Small Press Distribution’s Open House & Book Sale is the devil. You would think I could drop in, look around for a minute, make a mental note of some titles I can order later, and then be out. Yeah, right.

Ok, first stop is the Poetry Trading Post where you can get a free book for a poem. In exchange for my humble offering, SPD reciprocated with a copy of Cantos Al Sexto Sol: An Anthology of Aztlanahuac Writing. Score!

Off to the SPD shelves were I help New York Poeta and good friend Eliel Lucero navigate through the rows and rows of literary goodness.

So what did I find? Glad you asked.

Primera Causa/First Cause by Tino Villanueva, translations by Lisa Horowitz
This will be my first introduction to Villanueva’s obra poética, Horowitz’s translations, and what looks like a fine chapbook production from Cross-Cultural Communications.

Luna: Volume 4
Found in the 1/2 off section. My first Luna purchase with a list of contributors is off the chain and an equally impressive but sencillo layout.

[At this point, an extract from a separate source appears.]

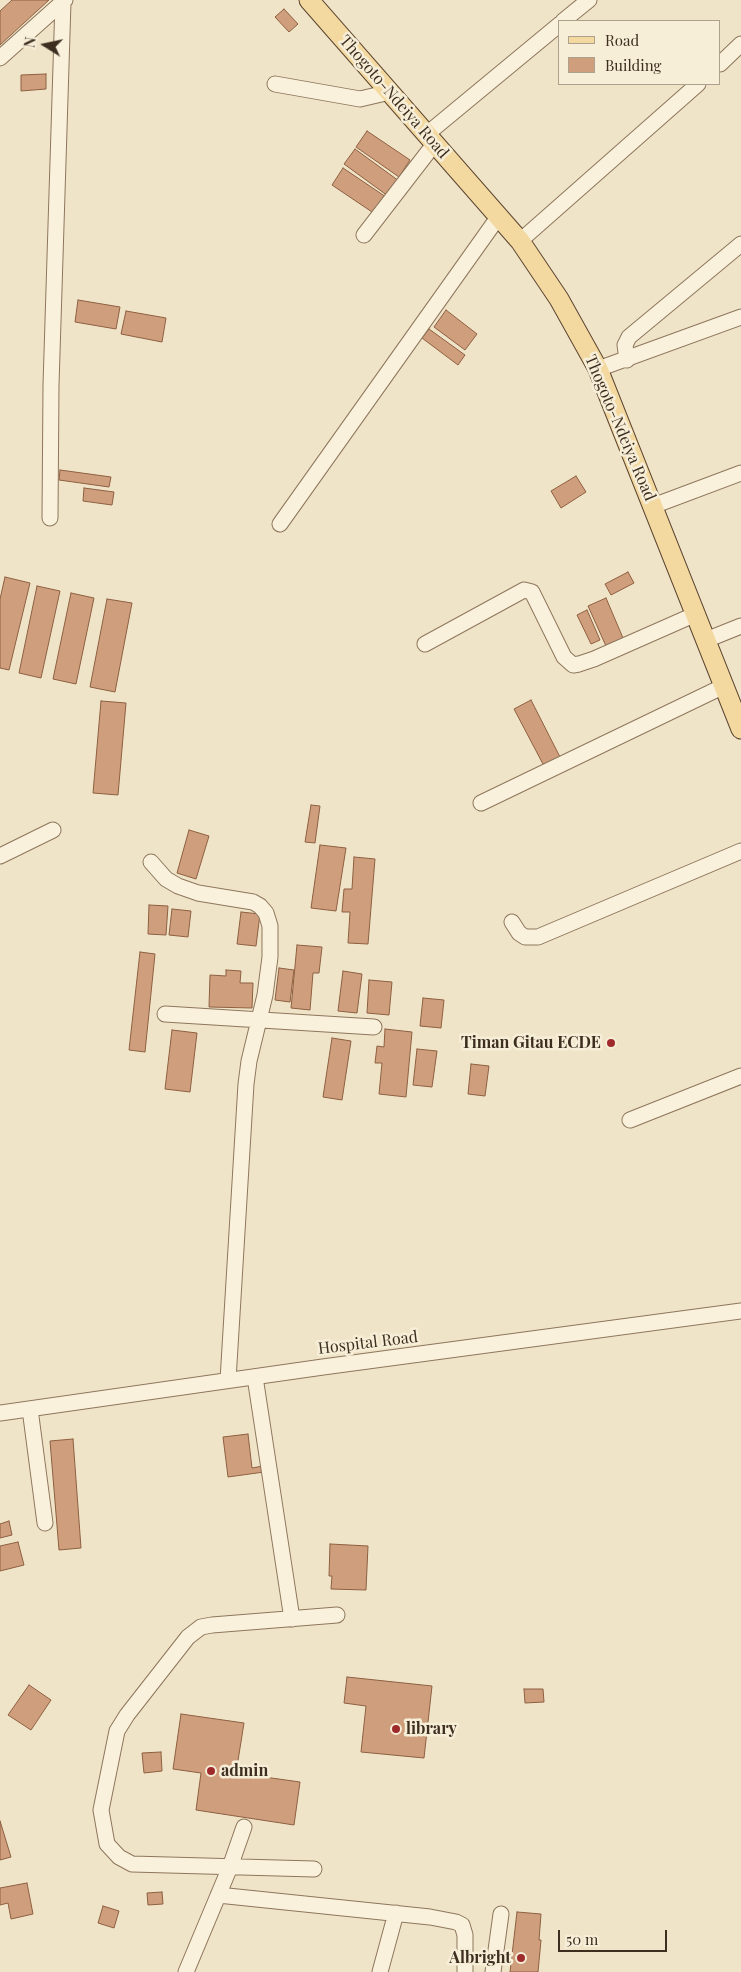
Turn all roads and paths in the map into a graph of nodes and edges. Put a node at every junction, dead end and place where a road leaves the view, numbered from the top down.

In the South Bronx of America by Mel Rosenthal with essays by Grace Paley, Martha Rosler, and Barry Phillips
When I saw this on the 1/2 off shelf, I almost jumped out of my skin. I’ve been scouring used bookstores for months looking for this book and to see it just waiting for me to pick it up. Word, palabra, and everything in between, yo.

Backstory: When I first started my writing project on the Bronx, I was searching the Web like a madman looking for images that did proper justice to the Bx. Specifically, I was searching for images of the cardboard images placed in the windows of abandoned tenements to cover up the urban decay as opposed to actually bringing in proper services. The only images I found that didn’t treat my childhood home like a leper colony or cruel social joke were the South Bronx photos of Mel Rosenthal. Since then, I’ve come back to Rosenthal’s online gallery over and over again to help me find a way to turn the story in those pictures into poetry.

So I took a break from reading my copy of In the Grove and plunged right into Rosenthal’s book and was happily impressed. Some few quick thoughts over at Good Reads but I hope to have a more detailed breakdown soon.

Speaking of impressed—I went back to finish In the Grove and am just floored by this collection. It is all kinds of beautiful in all kinds of ways. If you have a chance, get yourself a copy.

Palabra, word, and everything in between.